Archive for August 31st, 2007

Perl XML Parsing

Friday, August 31st, 2007

Originally, I built the framework for this blog entirely on PHP, using XML to store my articles, comments, and all other data (see this and this for a detailed explanation of the original structure). Unfortunately, this design didn’t lend itself to scalability or adding functionality in terms of XML parsing. In contrast, perl has a DOM-based parser that makes parsing xml nice and easy. I decided to have a go at writing an xml parser in perl that has identical functionality to the php one I’m using currently thinking that I’d be a lot easier to enhance my blog.

I’ll start off by briefly explaining both parsers. PHP’s is handle based, meaning that the parser object starts at the top of the document, and whenever it gets to a tag, it calls either a start tag handler, or an end tag handler. When the parser gets to text between tags, it calls a data handler. The parser is good for crawling a file top down, but it’s not that easy to use if you’re looking for specific tags scattered throughout the file. You have to have dummy handlers that don’t do anything and keep switching the handlers when you come across the tag that you’re looking for. It’s also not very good for counting the instances of a specific tag because you may have to use global variables (generally a bad practice that should be avoided if possible) as counters. What’s more, each handler function is essentially just an if/elseif ladder that does something depending on what tag it’s analyzing. What’s more, adding functionality meant changing every handler to recognize a certain tag, or to change behavior when at a certain tag. In my case, I had about 12 different handlers, things were really redundant, and adding functionality was enough of a pain that I just decided not to do it (not the right solution). Using the PHP parser lead to really sloppy code and made it hard to add features to the parser.

In contrast, the perl module XML::DOM is a DOM-based parser, it works a lot like javascript parsing of HTML pages. You can call methods like “getElementsByTagName”, “getAttributes”, and “getChildren” on any node to extract information from that node. It’s pretty simple, easy to use, and the online documentation at CPAN is very useful.

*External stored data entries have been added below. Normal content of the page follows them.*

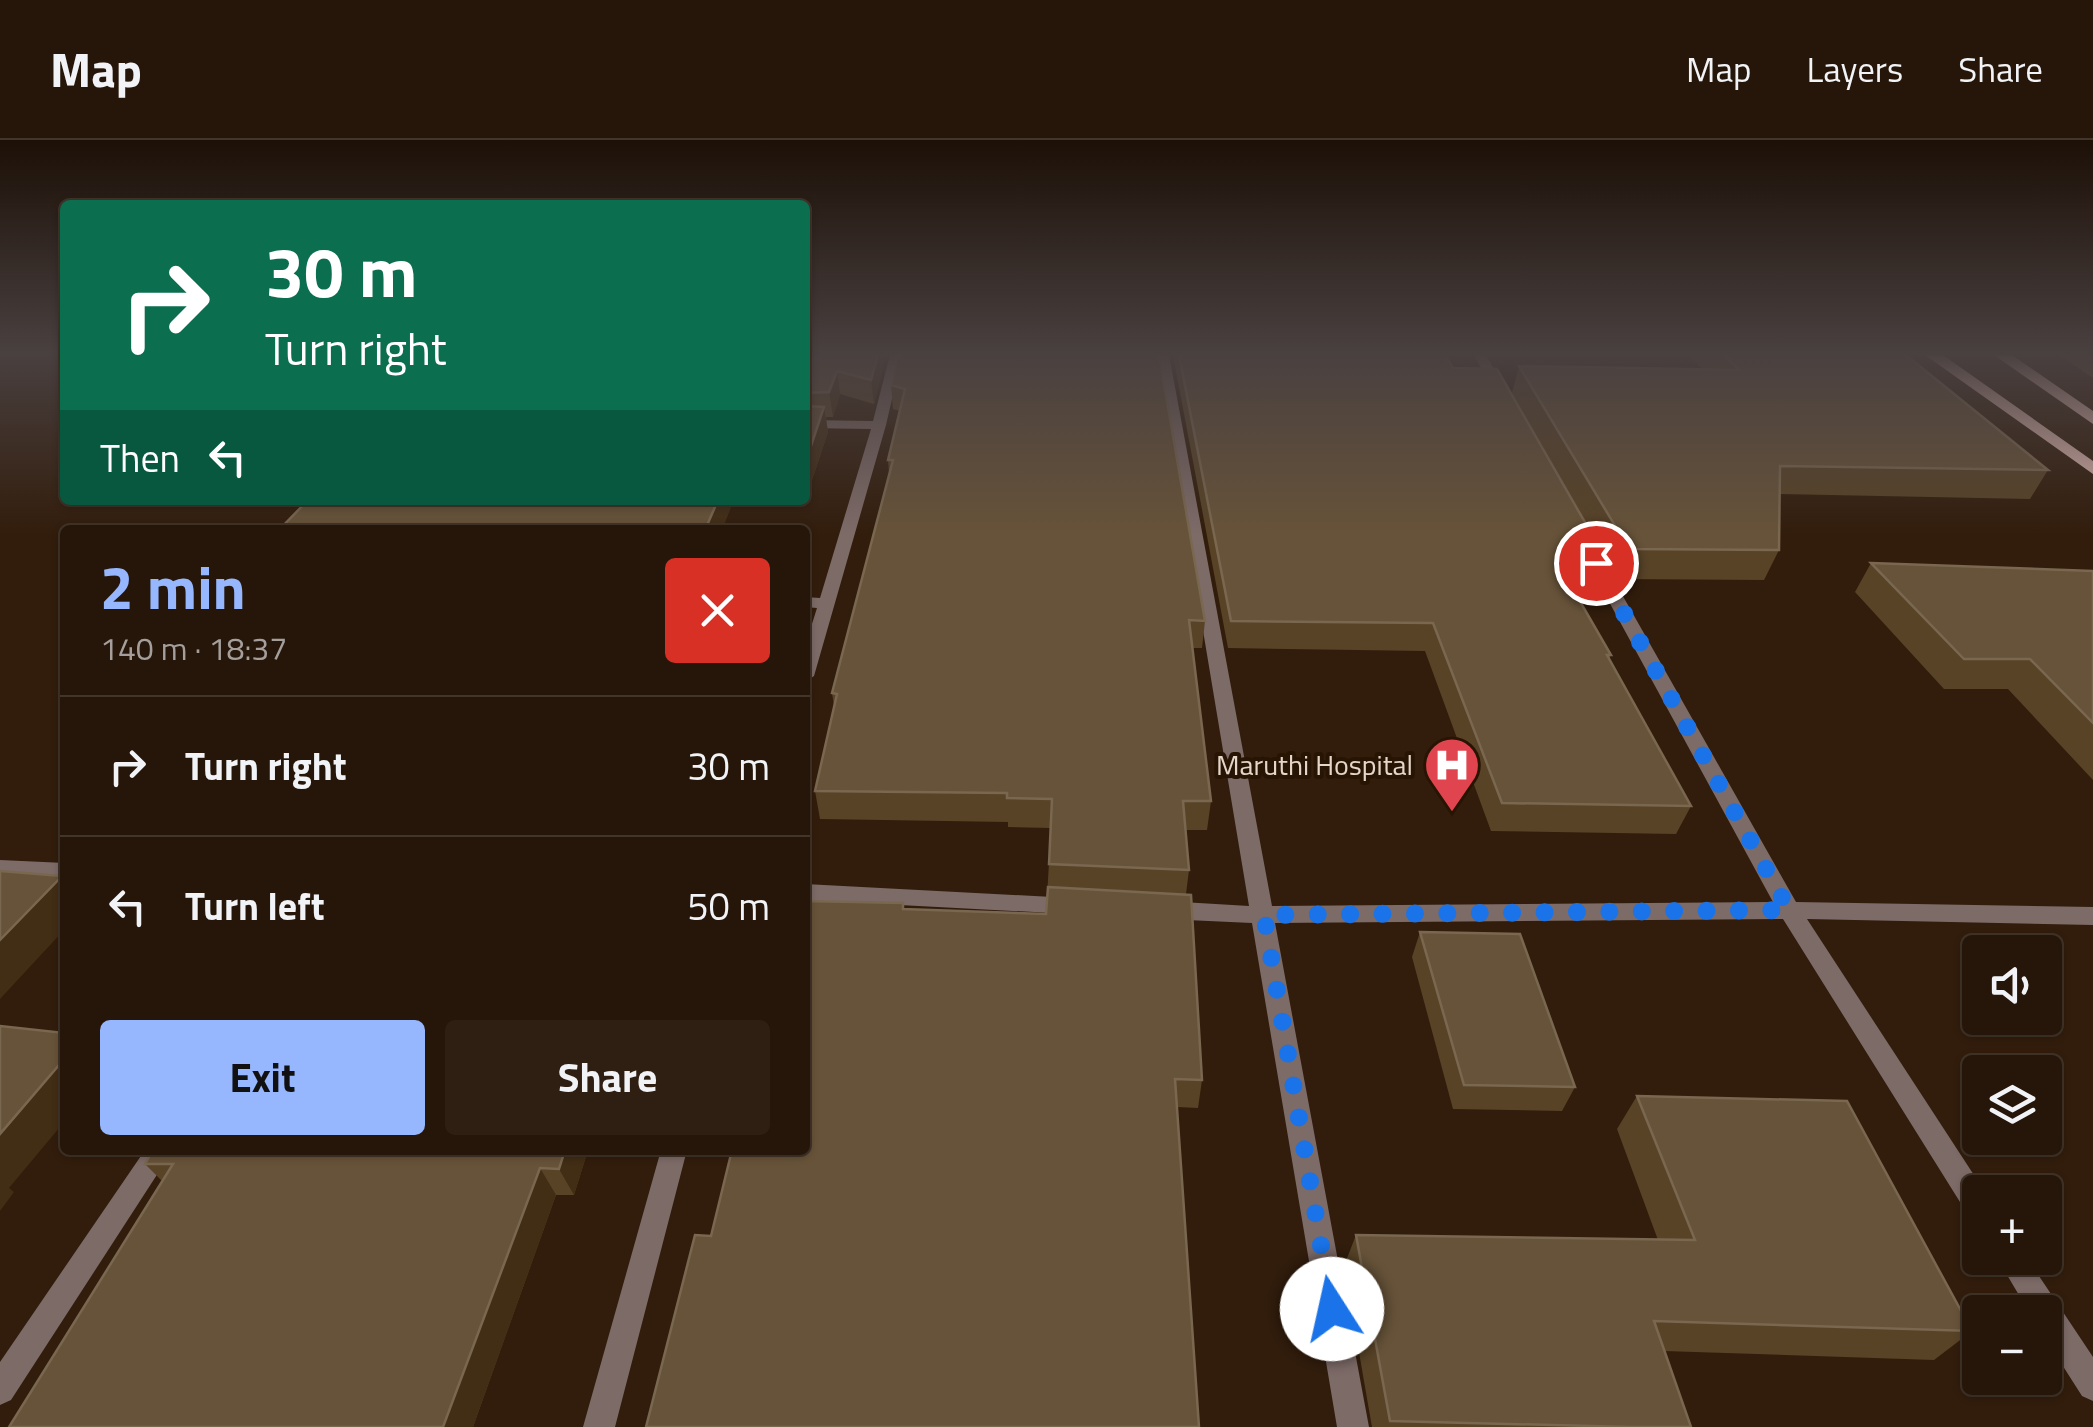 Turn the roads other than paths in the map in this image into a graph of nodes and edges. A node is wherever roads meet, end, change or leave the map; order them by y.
1 (881, 415) edge
2 (1173, 415) edge
3 (2018, 415) edge
4 (810, 424) edge
5 (879, 425) junction
6 (2093, 468) edge
7 (1577, 528) edge
8 (810, 602) edge
9 (826, 603) junction
10 (810, 659) edge
11 (0, 868) edge
12 (60, 871) edge
13 (810, 892) edge
14 (1084, 906) edge
15 (1144, 909) edge
16 (1789, 910) junction
17 (1264, 915) junction
18 (2093, 916) edge
19 (157, 1155) edge
20 (673, 1155) edge
21 (1962, 1180) edge
22 (2022, 1275) edge
23 (2093, 1386) edge
24 (0, 1389) edge
25 (599, 1427) edge
26 (1353, 1427) edge

1 - 5 street
2 - 17 street
3 - 6 main road
4 - 5 street
5 - 9 street
7 - 16 street
8 - 9 street
9 - 10 street
11 - 12 street
13 - 14 street
15 - 17 street
16 - 17 street
16 - 18 street
16 - 21 street
17 - 26 street
19 - 24 street
20 - 25 street
22 - 23 street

So why switch over from PHP to Perl when it involves hours of reprogramming already working code? For one, I want to add functionality. If I kept the parser in PHP, this would take a lot of time and cause me plenty of frustration. Now that things are in perl, adding a feature is a straightforward as writing a simple subroutine. What’s more, the perl parser eliminates all redundancies, I’ve modularized everything into subroutines so that I never have repeated code in my parser. My perl code is also a lot cleaner, I don’t have long if ladders, instead I have a hash that maps tag names to subroutines. Everything in the perl parser just seems a lot cleaner than that PHP one, and I don’t regret spending a couple of hours to fix up my code.

One of the cooler aspects of the perl XML Parser that I’ve written is that I’m using mutual recursion very liberally. I have a couple of main functions: one for generating the html for multiple stories, one for generating html for just one story, one for getting all the titles of the stories in a given feed, and one for retrieving the latest story it. The first two functions call a private parse_story method, which goes into the mutual recursion. Each tag name in the story is a key in a hash that maps tags to subroutines. I iterate through all the child tags, and execute that subroutine. Each of these subroutines spits out some html and then tries to parse all the children again, recursively. With this recursion, I only need one subroutine per valid tag name, and the XML is parsed similarly to performing recursive algorithms on a tree structure. To add support for a tag, I just have to add it to the hash table, and build it’s subroutine. With this mutual recursion, the parsing code is much simpler and a lot easier to build upon.

If you notice, all of my served pages are still in PHP, so how am I calling this perl parser from php? I’m using PHP’s shell_exec function, which executes a shell command and returns a string of all the output from that shell command. The perl parser returns a string of html that my web pages echo out to the client. I don’t think this is optimal in terms of performance because I have both php and perl running simultaneously, but I didn’t want to build my entire framework in perl, so it’s a hacked solution.

So perl’s the way to go for XML parsing. It’s relatively easy, and allows for maintainable code (unlike PHP’s parser). Unfortunately, perl’s not nearly as popular for web scripting as PHP is, so if I wanted to distribute this, I’d probably have to use a PHP parser. Anyway, I’ve had the perl parser running on the site for about two weeks now, and I haven’t received complaints or seen any bugs, so things seem to be working well.